= Jean Higgins =

American television and film producer

Jean Higgins is an American television and film producer. She has worked on the series Lost and CSI: Miami. She won an Emmy Award for outstanding drama series at the September 2005 ceremony for her work on the first season of Lost. She also won a Producers Guild of America Award for television producer of the year in episodic for the first season.

==Career==

She began her career as a producer working in feature films as a line producer and associate producer. Her first film was Movers & Shakers in 1985. She was a producer for the 1999 film Arlington Road.

She became a line producer for the first season of CSI: Miami in 2002. She left the series at the end of the first season in 2003.

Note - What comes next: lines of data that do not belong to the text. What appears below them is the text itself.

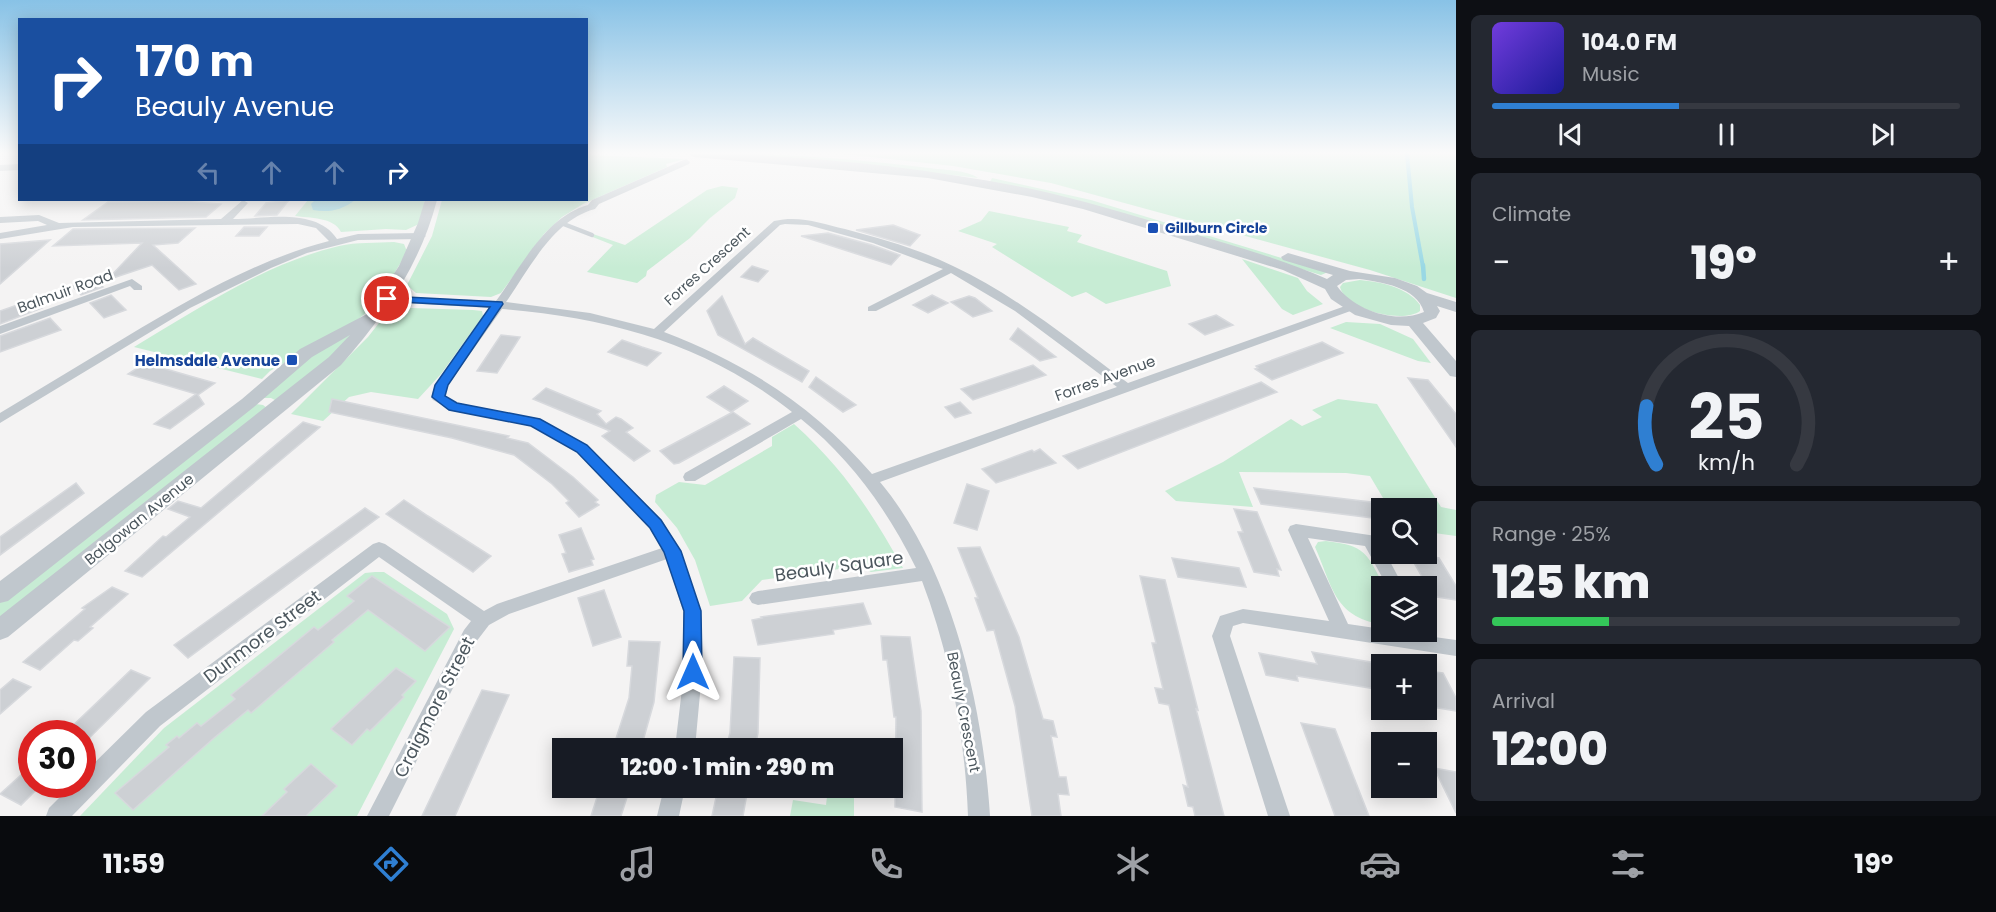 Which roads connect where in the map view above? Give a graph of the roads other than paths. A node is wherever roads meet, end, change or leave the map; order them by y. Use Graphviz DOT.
graph roads {
  1 [pos="616,192"];
  2 [pos="1034,192"];
  3 [pos="1059,192"];
  4 [pos="431,201"];
  5 [pos="243,203"];
  6 [pos="0,220"];
  7 [pos="224,222"];
  8 [pos="561,223"];
  9 [pos="56,225"];
  10 [pos="592,235"];
  11 [pos="0,236"];
  12 [pos="421,236"];
  13 [pos="334,242"];
  14 [pos="951,269"];
  15 [pos="1349,275"];
  16 [pos="1330,286"];
  17 [pos="138,288"];
  18 [pos="1421,296"];
  19 [pos="387,299"];
  20 [pos="498,304"];
  21 [pos="1352,308"];
  22 [pos="872,309"];
  23 [pos="1456,309"];
  24 [pos="1431,315"];
  25 [pos="373,316"];
  26 [pos="1413,321"];
  27 [pos="0,330"];
  28 [pos="656,333"];
  29 [pos="1456,372"];
  30 [pos="1127,388"];
  31 [pos="248,403"];
  32 [pos="278,408"];
  33 [pos="802,412"];
  34 [pos="0,419"];
  35 [pos="690,477"];
  36 [pos="870,480"];
  37 [pos="672,551"];
  38 [pos="927,573"];
  39 [pos="1390,576"];
  40 [pos="0,594"];
  41 [pos="758,597"];
  42 [pos="483,620"];
  43 [pos="0,630"];
  44 [pos="1342,630"];
  45 [pos="1371,633"];
  46 [pos="1437,642"];
  47 [pos="1456,648"];
  48 [pos="686,738"];
  49 [pos="672,798"];
  50 [pos="57,816"];
  51 [pos="378,816"];
  52 [pos="668,816"];
  53 [pos="980,816"];
  54 [pos="1279,816"];
  1 -- 8 [label="street"];
  2 -- 16 [label="street"];
  3 -- 15 [label="street"];
  4 -- 12 [label="street, Balgowan Avenue"];
  5 -- 7 [label="street"];
  6 -- 9 [label="street"];
  7 -- 9 [label="street"];
  7 -- 13 [label="street"];
  8 -- 10 [label="lane"];
  8 -- 20 [label="street"];
  9 -- 11 [label="street"];
  12 -- 13 [label="street"];
  12 -- 19 [label="street, Balgowan Avenue"];
  13 -- 34 [label="street"];
  14 -- 22 [label="street"];
  14 -- 28 [label="street, Forres Crescent"];
  14 -- 30 [label="street, Forres Crescent"];
  15 -- 16 [label="street"];
  15 -- 18 [label="street"];
  16 -- 21 [label="street"];
  17 -- 27 [label="street, Balmuir Road"];
  18 -- 23 [label="street"];
  18 -- 24 [label="street"];
  19 -- 20 [label="street, Beauly Crescent"];
  19 -- 25 [label="street, Balgowan Avenue"];
  20 -- 28 [label="street, Beauly Crescent"];
  20 -- 37 [label="street"];
  21 -- 26 [label="street"];
  21 -- 30 [label="street, Forres Avenue"];
  23 -- 24 [label="street"];
  24 -- 26 [label="street"];
  25 -- 31 [label="street, Balgowan Avenue"];
  25 -- 32 [label="street, Balgowan Avenue"];
  26 -- 29 [label="street"];
  28 -- 33 [label="street, Beauly Crescent"];
  30 -- 36 [label="street, Forres Avenue"];
  31 -- 32 [label="street"];
  31 -- 40 [label="street, Balgowan Avenue"];
  32 -- 43 [label="street, Balgowan Avenue"];
  33 -- 35 [label="street"];
  33 -- 36 [label="street, Beauly Crescent"];
  36 -- 38 [label="street, Beauly Crescent"];
  37 -- 42 [label="street, Craigmore Street"];
  37 -- 48 [label="street"];
  38 -- 41 [label="street, Beauly Square"];
  38 -- 53 [label="street, Beauly Crescent"];
  39 -- 44 [label="street"];
  42 -- 50 [label="street, Dunmore Street"];
  42 -- 51 [label="street, Craigmore Street"];
  44 -- 45 [label="street"];
  44 -- 54 [label="street"];
  46 -- 47 [label="street"];
  49 -- 52 [label="street"];
} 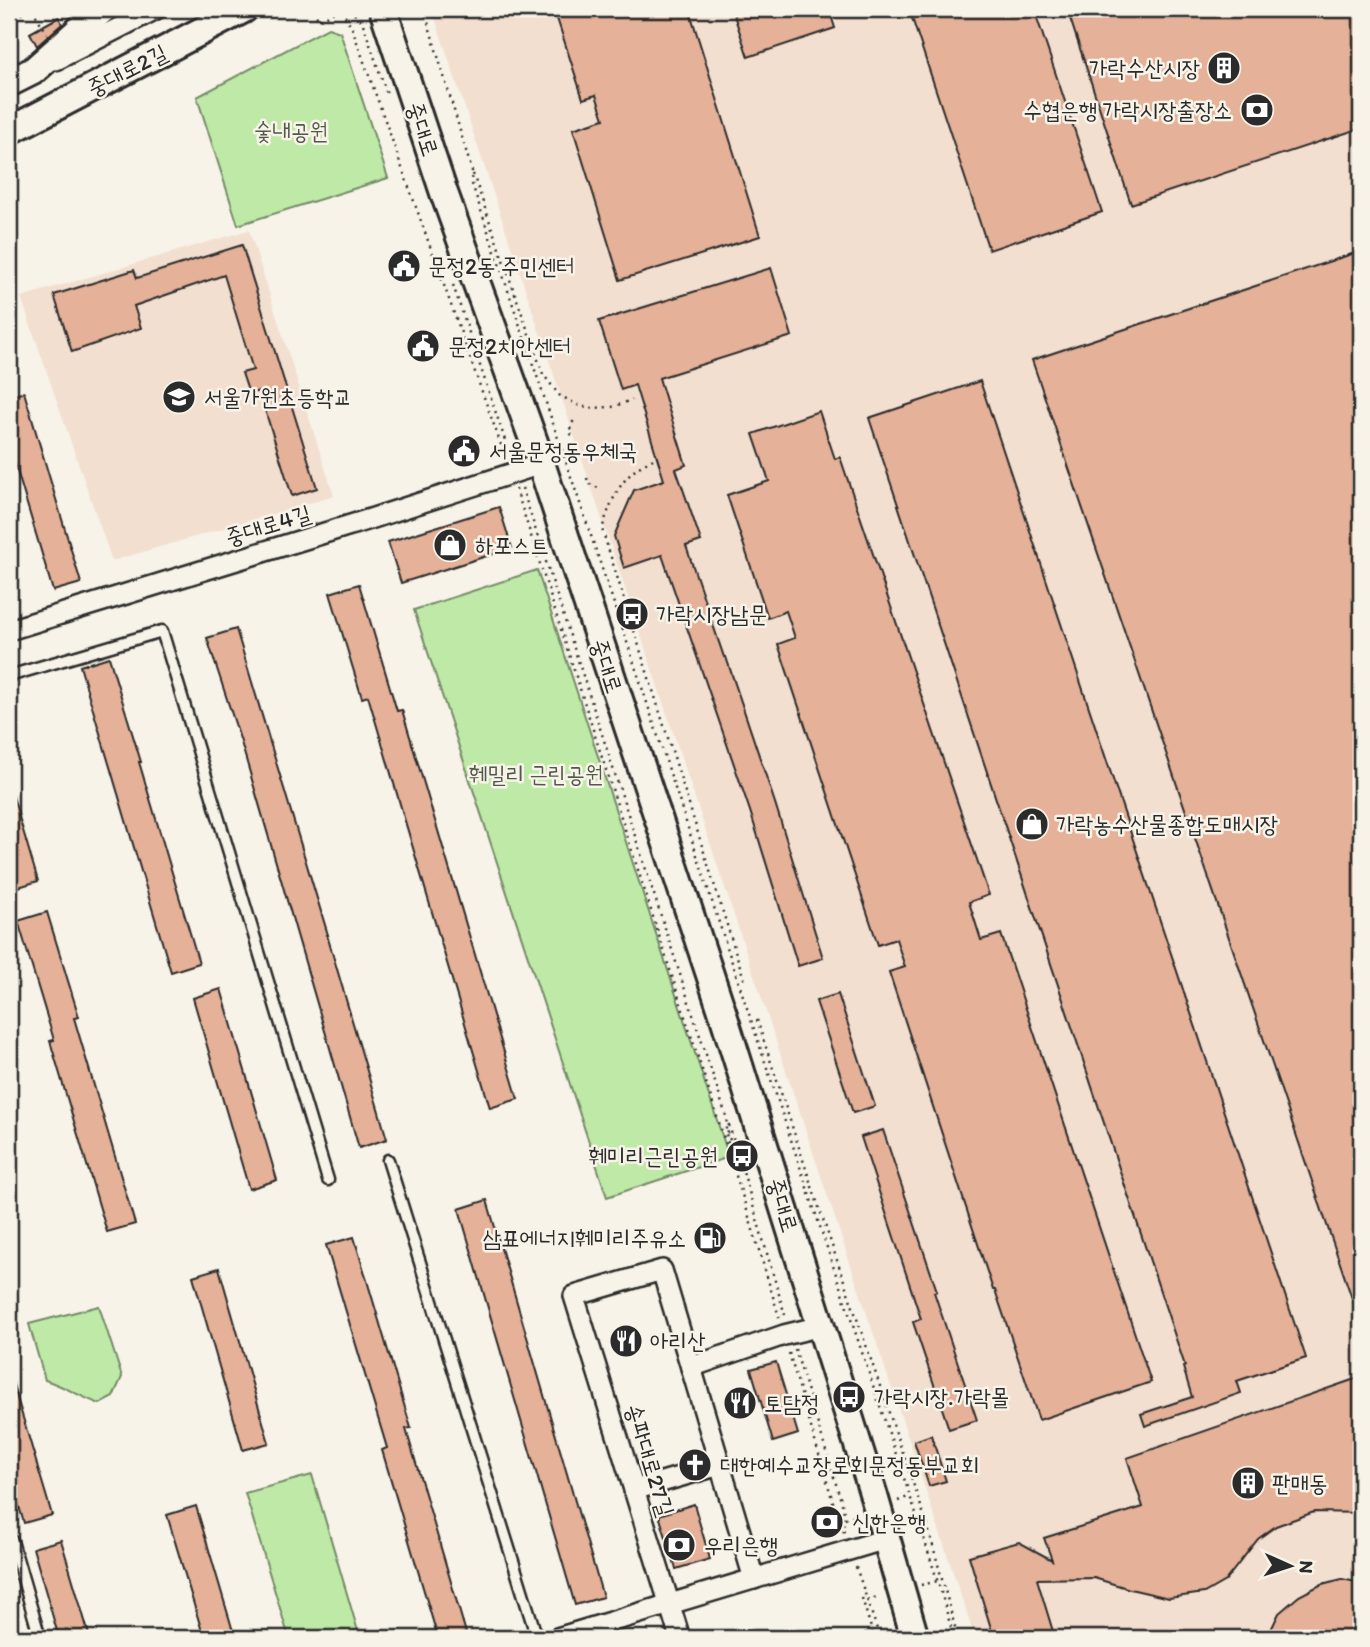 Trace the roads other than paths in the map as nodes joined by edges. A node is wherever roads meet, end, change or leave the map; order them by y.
1 (103, 9) edge
2 (156, 9) edge
3 (244, 9) edge
4 (383, 9) edge
5 (33, 71) junction
6 (9, 83) edge
7 (9, 131) edge
8 (541, 464) junction
9 (9, 630) edge
10 (9, 676) edge
11 (388, 1160) dead end
12 (328, 1181) dead end
13 (821, 1326) junction
14 (691, 1367) junction
15 (720, 1465) junction
16 (634, 1490) junction
17 (886, 1539) junction
18 (12, 1541) dead end
19 (754, 1579) junction
20 (669, 1604) junction
21 (40, 1638) edge
22 (537, 1638) edge
23 (557, 1638) edge
24 (680, 1638) edge
25 (915, 1638) edge

1 - 5 main road
2 - 5 street
3 - 7 main road, 중대로2길
4 - 8 main road, 중대로
5 - 6 main road
8 - 9 street, 중대로4길
8 - 13 main road, 중대로
10 - 12 lane
11 - 22 lane
13 - 14 street
13 - 17 main road, 중대로
14 - 15 street
14 - 16 street, 송파대로27길
15 - 16 street
15 - 19 street
16 - 20 street, 송파대로27길
17 - 19 street
17 - 25 main road, 중대로
18 - 21 lane
19 - 20 street
20 - 23 street
20 - 24 street, 송파대로27길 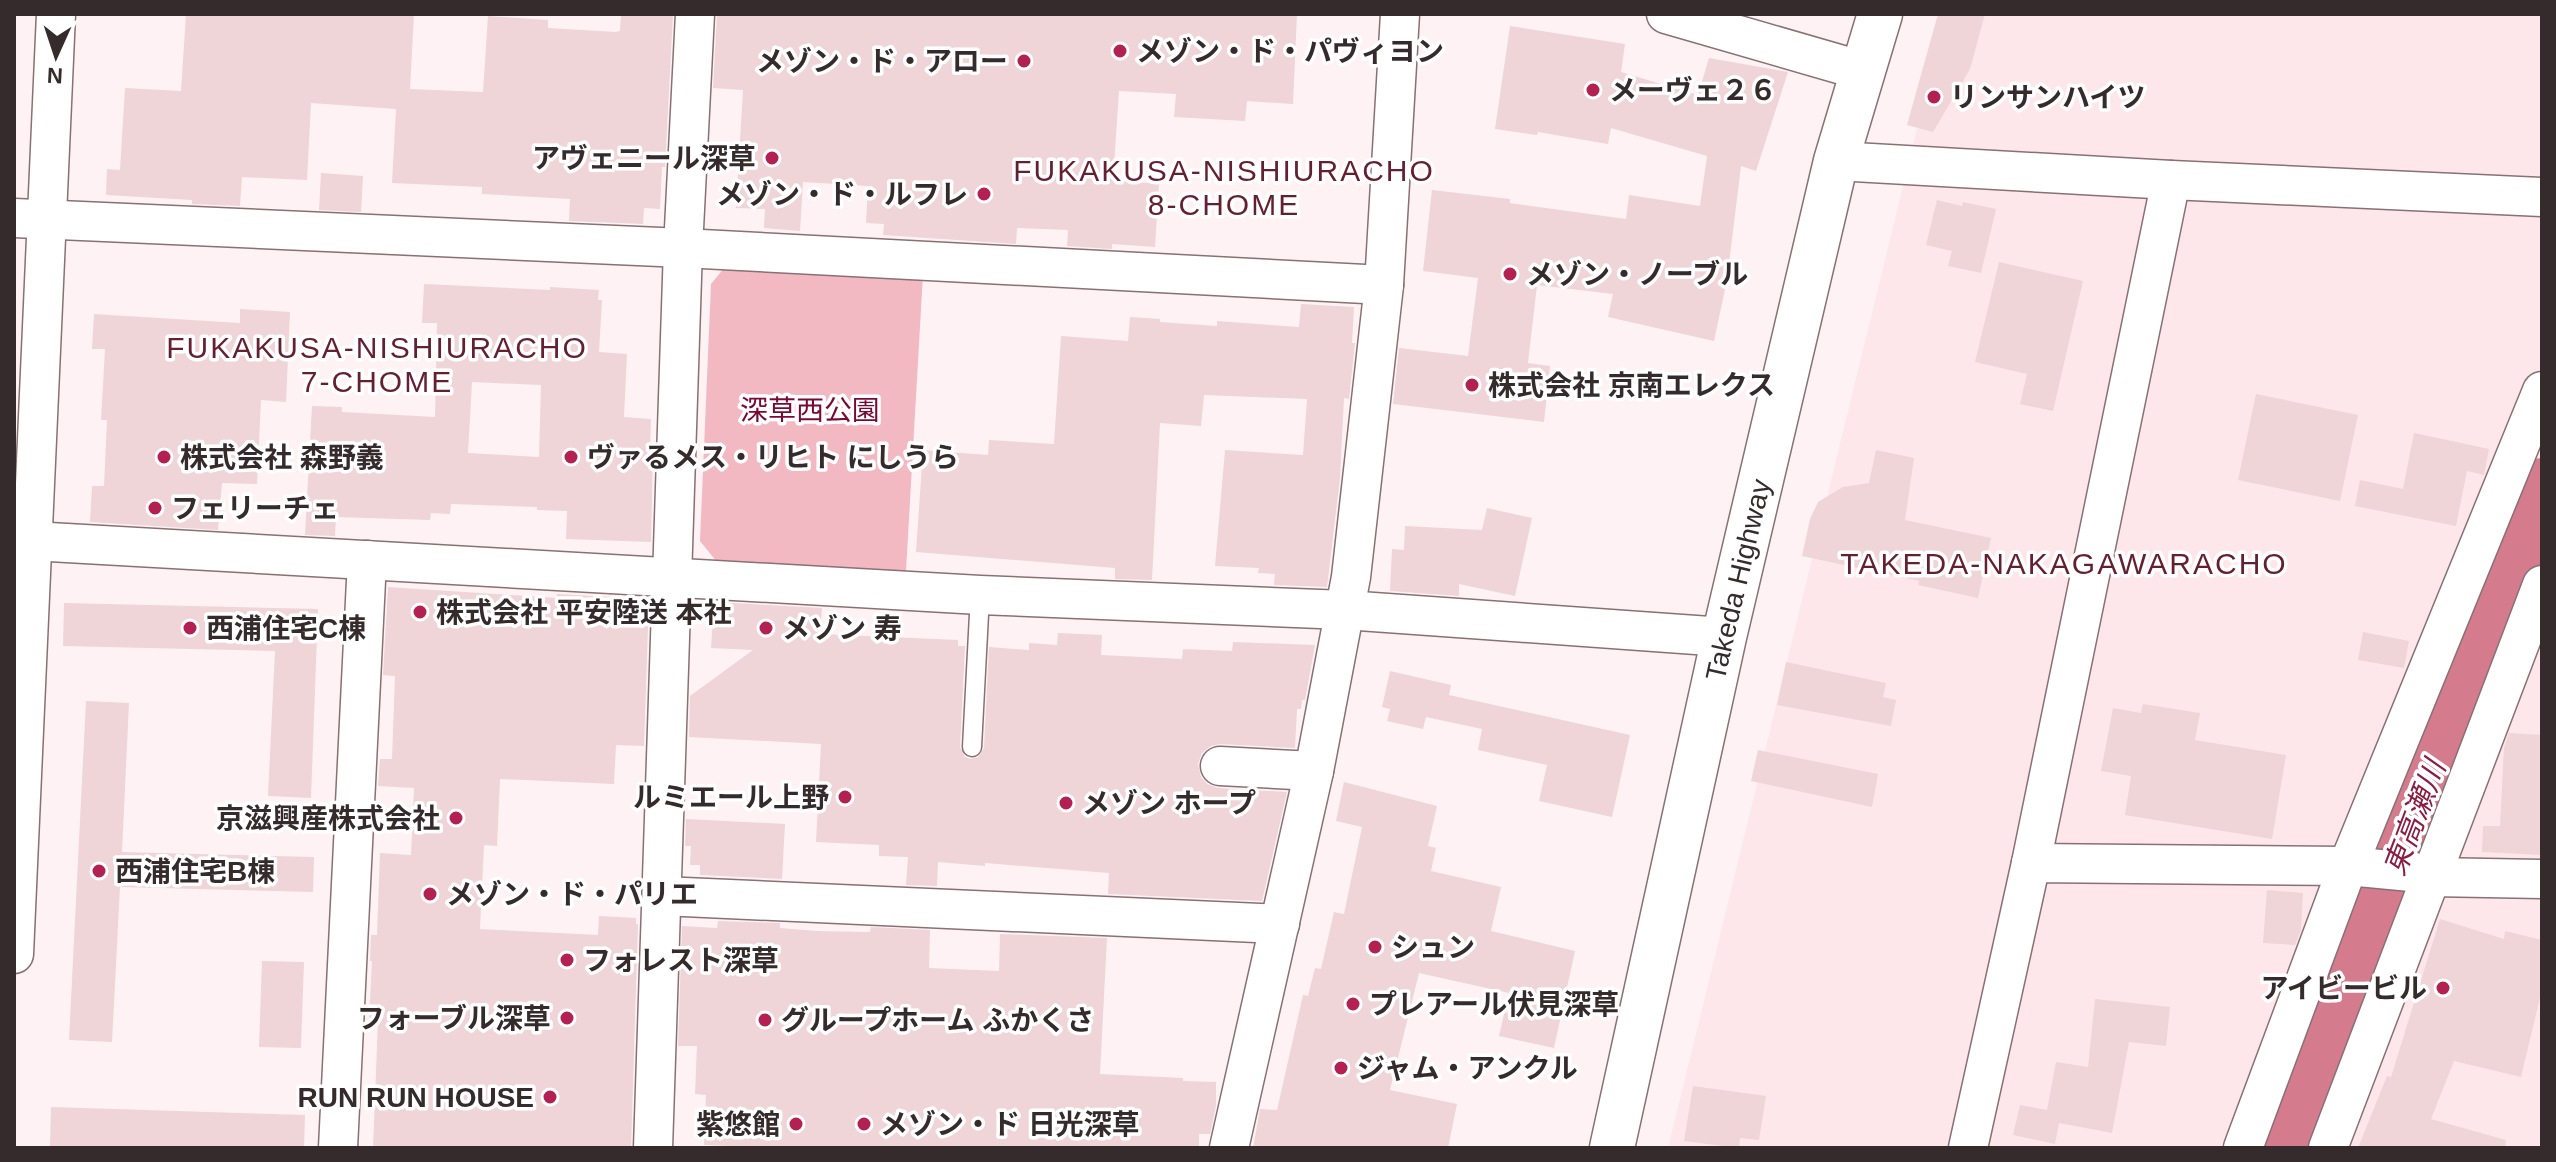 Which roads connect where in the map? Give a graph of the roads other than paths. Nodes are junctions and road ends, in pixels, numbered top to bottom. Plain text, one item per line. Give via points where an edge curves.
1 (56, 14) edge
2 (695, 14) edge
3 (1400, 14) edge
4 (1666, 14) edge
5 (1880, 14) edge
6 (1863, 71) junction
7 (1836, 161) junction
8 (2171, 180) junction
9 (2542, 197) edge
10 (30, 220) edge
11 (683, 248) junction
12 (1384, 285) junction
13 (2542, 391) edge
14 (23, 541) edge
15 (367, 560) junction
16 (673, 578) junction
17 (2542, 585) edge
18 (980, 595) junction
19 (1345, 610) junction
20 (1724, 637) junction
21 (972, 747) dead end
22 (1220, 766) dead end
23 (1314, 771) junction
24 (16, 858) edge
25 (2031, 863) junction
26 (2354, 866) junction
27 (2427, 875) junction
28 (2542, 879) edge
29 (662, 896) junction
30 (1280, 924) junction
31 (14, 954) edge
32 (338, 1148) edge
33 (653, 1148) edge
34 (1229, 1148) edge
35 (1612, 1148) edge
36 (1968, 1148) edge
37 (2243, 1148) edge
38 (2328, 1148) edge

She joined the crew of Lost as a co-producer on the pilot episode in 2004. She returned as a co-producer for the first season and was promoted to line producer mid-way through the season. Higgins and the producers won an Emmy Award for outstanding drama series at the September 2005 ceremony and a Producers Guild of America (PGA) Award for television producer of the year in episodic for their work on the first season. She returned as a line producer for the second season in 2005. Higgins and the producers were nominated for the PGA award for television producer of the year for the second season but did not win. She was promoted to co-executive producer for the third season. She remained a co-executive producer for the fourth season. The producers were nominated for both the Emmy Award for outstanding drama series at the September 2008 ceremony and the PGA award for television producer of the year for their work on the fourth season. Higgins remained a co-executive producer for the fifth season and was again nominated for the Emmy Award for outstanding drama series at the September 2009 ceremony and the PGA award for television producer of the year. She was promoted to executive producer for the series sixth and final season. In 2012 she was Producer for Last Resort.